Wednesday, August 1, 2012: 10:20 AM
Faculty of Economics, TBA
Distributed Paper
Flavio ROJAS , Odum Institute for Research in Social Science, University of North Carolina at Chapel Hill, Chapel Hill, NC
This paper attempts to handle the concept of “health care for all” from the perspective of the special populations: the Mapuche Indigenous people. We share with Argentina common Independence wars against Spain; Liberator Jose de San Martin and Bernardo O’Higgins in Chile helped to rid the Spanish conquistador forever. Each nation-state however, had to come to terms with the Mapuche people that lived on both sides of the border.

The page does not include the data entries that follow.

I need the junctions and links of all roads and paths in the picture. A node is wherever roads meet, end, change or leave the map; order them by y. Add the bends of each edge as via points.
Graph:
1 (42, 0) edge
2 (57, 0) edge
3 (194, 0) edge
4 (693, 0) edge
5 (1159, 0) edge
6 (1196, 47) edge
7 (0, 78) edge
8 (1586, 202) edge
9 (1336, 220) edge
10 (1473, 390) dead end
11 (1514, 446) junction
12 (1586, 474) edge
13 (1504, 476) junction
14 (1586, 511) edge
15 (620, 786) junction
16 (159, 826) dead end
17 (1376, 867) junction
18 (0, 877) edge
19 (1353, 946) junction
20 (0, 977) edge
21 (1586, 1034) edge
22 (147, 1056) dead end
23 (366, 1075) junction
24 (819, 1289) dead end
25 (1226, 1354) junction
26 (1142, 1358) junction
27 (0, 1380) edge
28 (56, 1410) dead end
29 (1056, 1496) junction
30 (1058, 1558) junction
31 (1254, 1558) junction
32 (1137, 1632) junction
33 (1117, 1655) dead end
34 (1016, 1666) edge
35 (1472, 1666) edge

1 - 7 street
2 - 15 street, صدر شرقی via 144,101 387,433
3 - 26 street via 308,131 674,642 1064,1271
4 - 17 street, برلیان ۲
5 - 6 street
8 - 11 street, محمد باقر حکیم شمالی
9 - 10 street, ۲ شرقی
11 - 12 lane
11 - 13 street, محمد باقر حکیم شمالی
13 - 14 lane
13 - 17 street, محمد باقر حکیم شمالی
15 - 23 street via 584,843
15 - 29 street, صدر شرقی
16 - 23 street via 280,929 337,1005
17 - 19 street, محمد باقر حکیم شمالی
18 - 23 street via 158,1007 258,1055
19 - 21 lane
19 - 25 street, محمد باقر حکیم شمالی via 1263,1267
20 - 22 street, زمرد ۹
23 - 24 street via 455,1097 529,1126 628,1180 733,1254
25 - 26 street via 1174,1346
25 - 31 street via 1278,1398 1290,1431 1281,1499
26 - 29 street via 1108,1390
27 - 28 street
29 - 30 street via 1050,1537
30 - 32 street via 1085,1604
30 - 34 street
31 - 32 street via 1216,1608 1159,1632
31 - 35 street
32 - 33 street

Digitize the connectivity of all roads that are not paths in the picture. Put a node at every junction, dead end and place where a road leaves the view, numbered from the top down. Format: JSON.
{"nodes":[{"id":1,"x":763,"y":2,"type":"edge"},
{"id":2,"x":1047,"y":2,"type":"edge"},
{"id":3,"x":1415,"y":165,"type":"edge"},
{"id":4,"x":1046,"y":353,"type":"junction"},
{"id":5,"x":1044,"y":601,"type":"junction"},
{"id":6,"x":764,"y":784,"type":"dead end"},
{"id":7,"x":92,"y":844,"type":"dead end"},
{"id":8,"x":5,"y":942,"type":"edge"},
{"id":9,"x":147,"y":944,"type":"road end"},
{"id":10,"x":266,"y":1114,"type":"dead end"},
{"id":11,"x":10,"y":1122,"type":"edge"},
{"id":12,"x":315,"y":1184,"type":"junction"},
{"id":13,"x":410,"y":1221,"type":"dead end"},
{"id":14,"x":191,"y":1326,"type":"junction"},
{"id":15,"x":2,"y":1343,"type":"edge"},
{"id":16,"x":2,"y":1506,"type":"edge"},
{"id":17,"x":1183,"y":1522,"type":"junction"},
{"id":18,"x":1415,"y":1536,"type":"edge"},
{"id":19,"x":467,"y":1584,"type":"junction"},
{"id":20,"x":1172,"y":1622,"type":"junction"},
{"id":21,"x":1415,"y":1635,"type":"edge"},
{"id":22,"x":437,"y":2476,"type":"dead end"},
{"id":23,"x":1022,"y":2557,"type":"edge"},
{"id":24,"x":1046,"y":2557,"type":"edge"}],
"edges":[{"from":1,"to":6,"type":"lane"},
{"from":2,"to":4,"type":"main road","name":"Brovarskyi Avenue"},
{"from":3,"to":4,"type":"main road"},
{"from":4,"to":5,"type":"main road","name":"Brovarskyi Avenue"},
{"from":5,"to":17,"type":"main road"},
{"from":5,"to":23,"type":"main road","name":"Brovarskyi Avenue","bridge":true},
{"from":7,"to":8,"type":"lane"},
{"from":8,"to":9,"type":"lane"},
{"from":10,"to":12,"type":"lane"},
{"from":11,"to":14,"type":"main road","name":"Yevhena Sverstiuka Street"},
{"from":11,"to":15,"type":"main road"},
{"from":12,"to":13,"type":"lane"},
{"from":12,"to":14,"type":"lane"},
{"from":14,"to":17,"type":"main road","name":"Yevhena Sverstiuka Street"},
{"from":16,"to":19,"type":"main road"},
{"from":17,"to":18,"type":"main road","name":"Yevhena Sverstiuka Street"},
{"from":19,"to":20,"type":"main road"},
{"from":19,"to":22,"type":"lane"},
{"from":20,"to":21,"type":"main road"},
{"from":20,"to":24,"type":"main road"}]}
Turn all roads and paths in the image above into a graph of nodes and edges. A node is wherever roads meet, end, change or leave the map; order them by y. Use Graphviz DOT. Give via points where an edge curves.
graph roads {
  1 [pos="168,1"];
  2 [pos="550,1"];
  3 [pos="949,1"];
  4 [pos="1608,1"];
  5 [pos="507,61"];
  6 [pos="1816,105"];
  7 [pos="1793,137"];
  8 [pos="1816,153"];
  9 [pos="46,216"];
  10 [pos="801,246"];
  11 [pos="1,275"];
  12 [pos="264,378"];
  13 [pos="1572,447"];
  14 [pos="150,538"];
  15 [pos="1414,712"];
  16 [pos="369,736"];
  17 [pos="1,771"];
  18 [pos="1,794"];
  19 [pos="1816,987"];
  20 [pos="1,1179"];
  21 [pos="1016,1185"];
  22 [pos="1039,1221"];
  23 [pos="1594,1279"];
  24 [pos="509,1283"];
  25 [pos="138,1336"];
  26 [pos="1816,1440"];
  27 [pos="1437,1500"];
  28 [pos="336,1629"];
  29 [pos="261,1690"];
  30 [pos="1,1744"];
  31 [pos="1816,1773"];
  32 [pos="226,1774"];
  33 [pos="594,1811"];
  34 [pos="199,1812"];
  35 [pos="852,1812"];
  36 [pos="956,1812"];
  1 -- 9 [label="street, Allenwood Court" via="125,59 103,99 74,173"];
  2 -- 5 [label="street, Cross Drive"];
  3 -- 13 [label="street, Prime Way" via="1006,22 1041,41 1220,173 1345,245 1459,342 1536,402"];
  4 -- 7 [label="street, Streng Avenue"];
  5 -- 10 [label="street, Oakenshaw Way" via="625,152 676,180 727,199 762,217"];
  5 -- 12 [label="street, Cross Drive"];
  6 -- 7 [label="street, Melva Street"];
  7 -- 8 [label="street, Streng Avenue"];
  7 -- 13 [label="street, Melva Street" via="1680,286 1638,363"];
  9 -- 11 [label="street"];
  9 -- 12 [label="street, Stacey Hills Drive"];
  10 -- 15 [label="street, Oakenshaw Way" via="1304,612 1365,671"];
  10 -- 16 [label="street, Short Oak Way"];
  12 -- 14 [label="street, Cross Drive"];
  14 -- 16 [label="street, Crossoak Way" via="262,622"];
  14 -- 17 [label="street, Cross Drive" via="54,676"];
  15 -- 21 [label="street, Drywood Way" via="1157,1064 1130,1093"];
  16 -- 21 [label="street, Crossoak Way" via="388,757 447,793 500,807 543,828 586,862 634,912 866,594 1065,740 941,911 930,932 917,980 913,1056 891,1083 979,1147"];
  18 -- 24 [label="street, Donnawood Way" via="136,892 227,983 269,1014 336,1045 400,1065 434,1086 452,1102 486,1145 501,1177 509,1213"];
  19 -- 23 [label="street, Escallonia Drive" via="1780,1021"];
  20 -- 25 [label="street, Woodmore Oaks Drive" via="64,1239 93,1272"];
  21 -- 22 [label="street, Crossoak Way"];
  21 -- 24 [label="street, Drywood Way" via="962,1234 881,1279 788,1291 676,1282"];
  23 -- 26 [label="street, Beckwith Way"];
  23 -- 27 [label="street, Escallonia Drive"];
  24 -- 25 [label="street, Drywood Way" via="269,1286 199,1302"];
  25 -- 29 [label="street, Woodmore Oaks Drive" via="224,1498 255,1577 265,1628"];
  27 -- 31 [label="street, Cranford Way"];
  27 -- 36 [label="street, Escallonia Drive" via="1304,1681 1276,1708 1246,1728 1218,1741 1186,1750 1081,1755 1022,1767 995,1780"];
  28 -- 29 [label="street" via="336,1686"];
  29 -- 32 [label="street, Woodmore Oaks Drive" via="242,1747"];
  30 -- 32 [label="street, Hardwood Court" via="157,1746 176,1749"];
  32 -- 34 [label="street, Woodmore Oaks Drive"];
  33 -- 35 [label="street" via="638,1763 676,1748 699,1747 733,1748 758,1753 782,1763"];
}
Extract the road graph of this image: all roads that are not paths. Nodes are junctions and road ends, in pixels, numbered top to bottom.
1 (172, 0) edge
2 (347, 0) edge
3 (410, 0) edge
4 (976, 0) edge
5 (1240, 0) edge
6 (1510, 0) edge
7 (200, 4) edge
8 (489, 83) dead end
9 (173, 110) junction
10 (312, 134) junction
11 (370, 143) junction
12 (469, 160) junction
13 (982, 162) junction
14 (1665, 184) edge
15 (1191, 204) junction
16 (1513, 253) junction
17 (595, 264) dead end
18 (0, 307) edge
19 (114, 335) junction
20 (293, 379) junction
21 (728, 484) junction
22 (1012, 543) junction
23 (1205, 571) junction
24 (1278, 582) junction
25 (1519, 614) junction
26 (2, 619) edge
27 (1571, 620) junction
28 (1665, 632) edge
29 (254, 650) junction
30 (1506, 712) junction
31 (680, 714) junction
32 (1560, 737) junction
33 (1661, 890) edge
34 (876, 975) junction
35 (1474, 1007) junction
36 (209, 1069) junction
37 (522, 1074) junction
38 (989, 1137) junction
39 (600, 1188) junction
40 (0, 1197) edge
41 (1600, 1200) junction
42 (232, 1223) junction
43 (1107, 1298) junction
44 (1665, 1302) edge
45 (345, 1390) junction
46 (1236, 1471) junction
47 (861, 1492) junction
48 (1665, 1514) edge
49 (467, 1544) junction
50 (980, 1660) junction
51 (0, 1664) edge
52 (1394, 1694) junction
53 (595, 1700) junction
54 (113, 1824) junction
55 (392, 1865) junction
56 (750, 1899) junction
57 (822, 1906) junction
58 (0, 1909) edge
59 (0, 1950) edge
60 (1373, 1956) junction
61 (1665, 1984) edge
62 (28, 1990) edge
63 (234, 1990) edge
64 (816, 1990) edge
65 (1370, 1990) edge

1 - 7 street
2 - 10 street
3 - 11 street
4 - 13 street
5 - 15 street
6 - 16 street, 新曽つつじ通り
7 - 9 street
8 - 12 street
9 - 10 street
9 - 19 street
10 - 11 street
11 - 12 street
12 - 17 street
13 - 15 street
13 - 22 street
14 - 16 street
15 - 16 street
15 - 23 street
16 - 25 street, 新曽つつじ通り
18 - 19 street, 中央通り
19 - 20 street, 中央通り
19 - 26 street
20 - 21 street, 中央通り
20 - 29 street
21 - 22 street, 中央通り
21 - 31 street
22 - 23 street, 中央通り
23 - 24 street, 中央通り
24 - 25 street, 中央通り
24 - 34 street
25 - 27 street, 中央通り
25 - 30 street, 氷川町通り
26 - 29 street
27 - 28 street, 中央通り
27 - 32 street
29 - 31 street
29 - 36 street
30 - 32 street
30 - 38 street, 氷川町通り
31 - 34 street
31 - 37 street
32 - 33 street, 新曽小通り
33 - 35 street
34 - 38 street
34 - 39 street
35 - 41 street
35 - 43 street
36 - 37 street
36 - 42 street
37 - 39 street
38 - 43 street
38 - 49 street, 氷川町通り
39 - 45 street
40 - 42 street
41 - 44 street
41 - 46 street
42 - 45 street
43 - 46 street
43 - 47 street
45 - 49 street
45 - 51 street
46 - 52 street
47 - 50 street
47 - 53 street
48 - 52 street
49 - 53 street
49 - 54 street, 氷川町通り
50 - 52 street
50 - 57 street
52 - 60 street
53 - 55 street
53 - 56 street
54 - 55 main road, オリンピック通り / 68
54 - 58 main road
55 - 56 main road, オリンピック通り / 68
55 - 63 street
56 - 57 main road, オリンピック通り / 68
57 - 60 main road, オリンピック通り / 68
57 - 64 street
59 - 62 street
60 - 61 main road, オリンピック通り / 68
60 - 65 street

Their defeat was also the beginning of their struggle for survival as a culture and identity. This research paper focuses the discussion of health care systems into three main questions: Healthcare for all (Universal health care?) To what extent universal health systems are sensitive to ancestral cultures and needs? A second question deals with accessibility and timeliness availability of healthcare for all. How does primary preventive health meet the needs of maternal needs of indigenous families? A third concern opens the question about the relationship of primary health and curative medicine provided within the Hospital Backbone System which has oversight onto the administration of complex hospitals. To assess the first question morbidity and mortality, health

data will be provided to test comparative rates (Risk Ratios) between Mapuche and non-Mapuche patients and establish whether statistical differences exist by age, gender and ethnicity. To assess the second question this research will test maternal healthcare of Mapuche population and verify perinatal mortality as a proxy of accessibility. The data should help to discover perinatal mortality rates between Mapuche and non-Mapuche mothers and the extent that faraway residence within indigenous reservations explains higher perinatal mortality among Mapuche mothers. The final area of discussion links directly to the question of transformation of healthcare systems and how coordination between primary health systems and curative medicine provided by the Hospital backbone.